Now that we agree that we have enough data for a recommender system, we can start designing a machine learning model to solve the problem. But if you go up and look again at the samples from the datasets, you'll notice that the data is not a vector or matrix. Various columns are strings rather than numbers, and even if we solved that (say by creating a unique ID number for every ASIN and user) it would still be in a very strange format.  __Deciding how to represent your data is a major first step in any ML problem.__  

First, you need to transform the dataframe of ratings into a proper format that can be consumed by a machine learning model, with a recommender system in mind. In fact, __you want the data to be in an $n\times m$ matrix format__, where $n$ is the number of users and $m$ is the number of ASINs. 

We can think of the data as a score matrix $S = \left(s_{i,j}\right)$ which is a $n\times m$ matrix where
$$
s_{i,j} = \begin{cases}
s & \text{if the rating by user $i$ to ASIN $j$ was $s$ stars,}\\
0 & \text{otherwise,}
\end{cases}
$$
where $n$ is the number of users and $m$ is the number of ASINs.
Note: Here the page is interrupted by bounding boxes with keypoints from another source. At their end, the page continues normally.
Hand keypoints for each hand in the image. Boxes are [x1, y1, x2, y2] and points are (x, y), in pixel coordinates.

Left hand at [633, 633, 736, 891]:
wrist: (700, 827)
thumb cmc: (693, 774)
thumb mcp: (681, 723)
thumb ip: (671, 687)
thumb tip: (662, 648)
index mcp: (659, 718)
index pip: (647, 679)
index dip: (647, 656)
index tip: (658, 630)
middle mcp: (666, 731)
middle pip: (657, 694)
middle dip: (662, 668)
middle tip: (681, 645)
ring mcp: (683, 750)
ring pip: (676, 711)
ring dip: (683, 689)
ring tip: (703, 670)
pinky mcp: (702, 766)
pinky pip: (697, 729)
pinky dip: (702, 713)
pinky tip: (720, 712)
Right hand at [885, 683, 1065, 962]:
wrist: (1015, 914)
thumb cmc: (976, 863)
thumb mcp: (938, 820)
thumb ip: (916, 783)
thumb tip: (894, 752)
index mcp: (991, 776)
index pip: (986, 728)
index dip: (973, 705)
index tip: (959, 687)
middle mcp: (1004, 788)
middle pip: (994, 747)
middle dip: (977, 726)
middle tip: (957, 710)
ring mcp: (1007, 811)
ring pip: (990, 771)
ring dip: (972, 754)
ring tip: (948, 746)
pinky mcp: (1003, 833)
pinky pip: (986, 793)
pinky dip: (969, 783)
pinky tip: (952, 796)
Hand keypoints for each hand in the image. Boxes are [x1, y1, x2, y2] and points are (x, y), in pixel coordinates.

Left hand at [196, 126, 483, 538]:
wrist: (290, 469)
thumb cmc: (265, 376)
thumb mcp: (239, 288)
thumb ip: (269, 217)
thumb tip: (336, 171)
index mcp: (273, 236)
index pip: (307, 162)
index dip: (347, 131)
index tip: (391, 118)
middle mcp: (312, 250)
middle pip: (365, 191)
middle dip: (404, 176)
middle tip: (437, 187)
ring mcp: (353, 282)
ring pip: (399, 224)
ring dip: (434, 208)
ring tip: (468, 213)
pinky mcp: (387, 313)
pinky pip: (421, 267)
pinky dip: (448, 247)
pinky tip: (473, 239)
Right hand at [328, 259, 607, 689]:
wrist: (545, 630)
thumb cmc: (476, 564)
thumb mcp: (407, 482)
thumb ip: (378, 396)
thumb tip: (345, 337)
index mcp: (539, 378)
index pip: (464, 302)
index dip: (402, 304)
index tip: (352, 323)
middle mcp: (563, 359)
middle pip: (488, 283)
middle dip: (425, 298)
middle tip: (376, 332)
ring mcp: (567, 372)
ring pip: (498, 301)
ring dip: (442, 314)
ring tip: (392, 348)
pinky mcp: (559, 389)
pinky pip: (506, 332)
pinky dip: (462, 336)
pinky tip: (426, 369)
As you might notice, the data is extremely sparse, meaning that the $S$ matrix contains many zero elements. That makes sense, after examining the plots from Question 1: each user only rated a small number of ASINs. It will be useful to define another matrix, the matrix of which ASINs were rated. 

Let $R = \left(r_{i,j}\right)$ be the matrix where
$$
r_{i,j} = \begin{cases}
1 & \text{if user $i$ rated ASIN $j$,}\\
0 & \text{otherwise.}
\end{cases}
$$
This matrix will allow you to mask off which entries were observed or not.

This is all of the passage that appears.